Nous nous sommes construit une image des États-Unis qui relève d’une hallucination. Nous les voyons comme nos lointains cousins, alors que leurs ancêtres furent des aventuriers, mais plus encore ceux que les ordres monarchiques ou impériaux expulsaient. Les États-Unis se sont créés par acquisition, mais aussi et essentiellement par la guerre, contre les Anglais et les Mexicains. Il y eut l’extermination des Indiens. Et puis, il y eut l’esclavage, auquel les pays européens coopérèrent aisément. Ce fut ce fameux commerce triangulaire, centré sur la déportation d’esclaves africains vers les colonies américaines, que nous n’osons pas regarder en face. Entre les XVIᵉ et XIXᵉ siècles, des navires européens chargés de pacotille partaient vers l’Afrique, puis les esclaves étaient transportés dans des conditions effroyables (surpeuplement, maladies) vers les plantations, et les navires revenaient avec des denrées coloniales (sucre, café, coton) issues du travail des esclaves.
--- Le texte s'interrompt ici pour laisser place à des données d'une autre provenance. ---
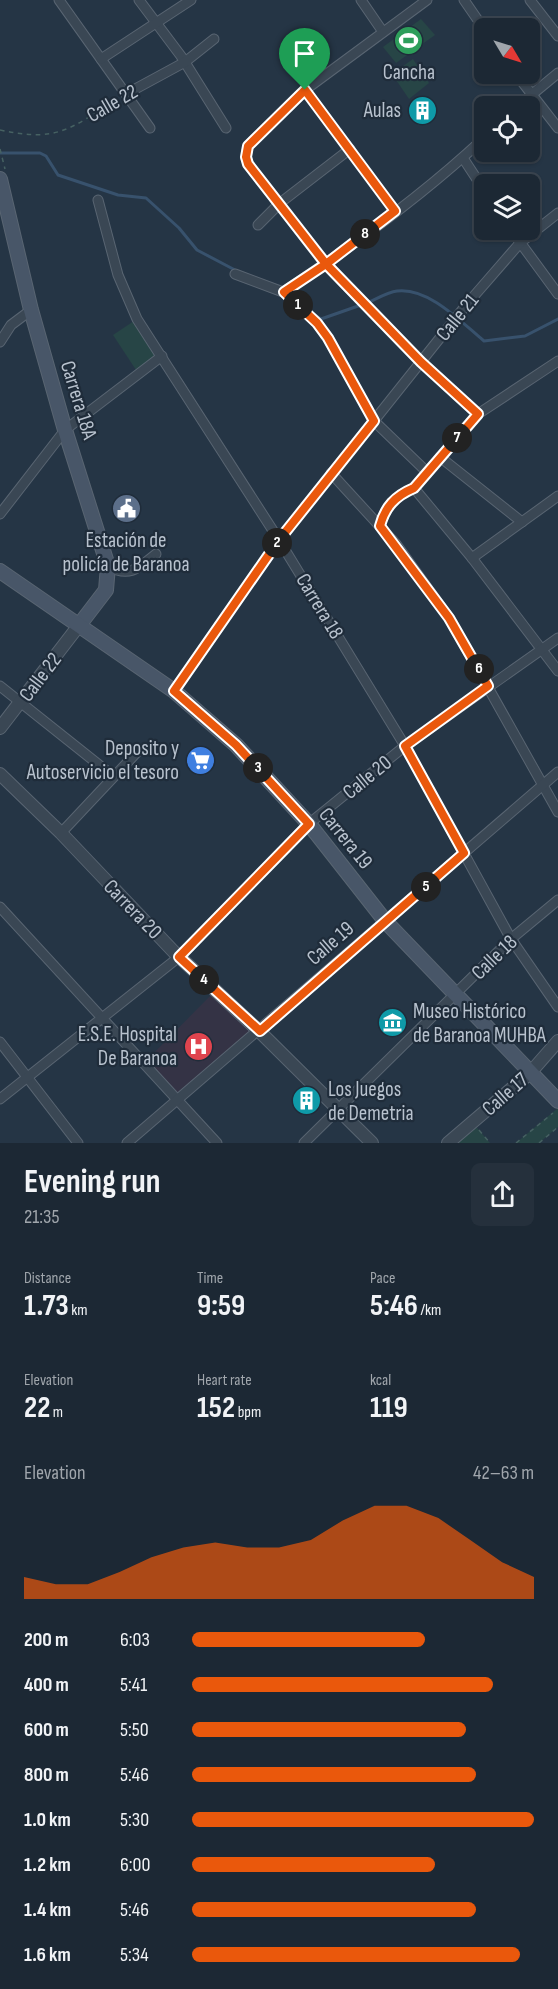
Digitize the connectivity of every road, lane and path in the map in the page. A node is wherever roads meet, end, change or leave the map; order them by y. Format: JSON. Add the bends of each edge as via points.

Les États-Unis choisirent l’isolationnisme face à l’Europe. La doctrine Monroe, énoncée en 1823 par le président américain James Monroe, constitua un pilier de la politique étrangère des États-Unis au XIXᵉ siècle et au-delà. Elle reposait sur trois principes : le refus de la colonisation européenne, le rejet de toute intervention européenne dans les affaires des nations américaines, et l’abstention des États-Unis d’intervenir dans les affaires européennes. En 1904, le président Roosevelt élargit cette doctrine en justifiant l’interventionnisme américain en Amérique latine pour prévenir l’ingérence européenne.
L’isolationnisme américain explique leur entrée en guerre tardive (en 1917 et en 1941), mais pourquoi l’auraient-ils fait ? Ils ne nous devaient rien. C’est après la Première Guerre mondiale, qui coïncida avec l’émergence du marxisme-léninisme, que les États-Unis devinrent une puissance militaire dominante, au profit de leurs propres intérêts. Leur doctrine devint hégémonique et interventionniste.
Kissinger avait raison de dire qu’être un ennemi des Américains, c’était dangereux, tandis qu’en être l’ami était fatal. Aujourd’hui, nous devons comprendre ce que nous refusons de voir, car le soft power cinématographique nous a anesthésiés.
Les États-Unis se veulent pour eux-mêmes. Et aucun engagement — je dis bien aucun — qui les obligerait ne sera respecté. C’est pour cela que Trump martèle sans cesse — et à tort — que le reste du monde a profité des États-Unis, alors que ce sont les Américains qui ont colonisé la planète en consommant plus qu’ils ne produisaient.
Rien ne sera respecté : le dollar, la dette publique, les engagements politiques et commerciaux. Et pourquoi ? Parce que Trump ajoute une vision nietzschéenne, et sans doute nihiliste, à une réalité que nous ne voulions pas regarder, à hauteur d’homme et, plus important, de l’histoire.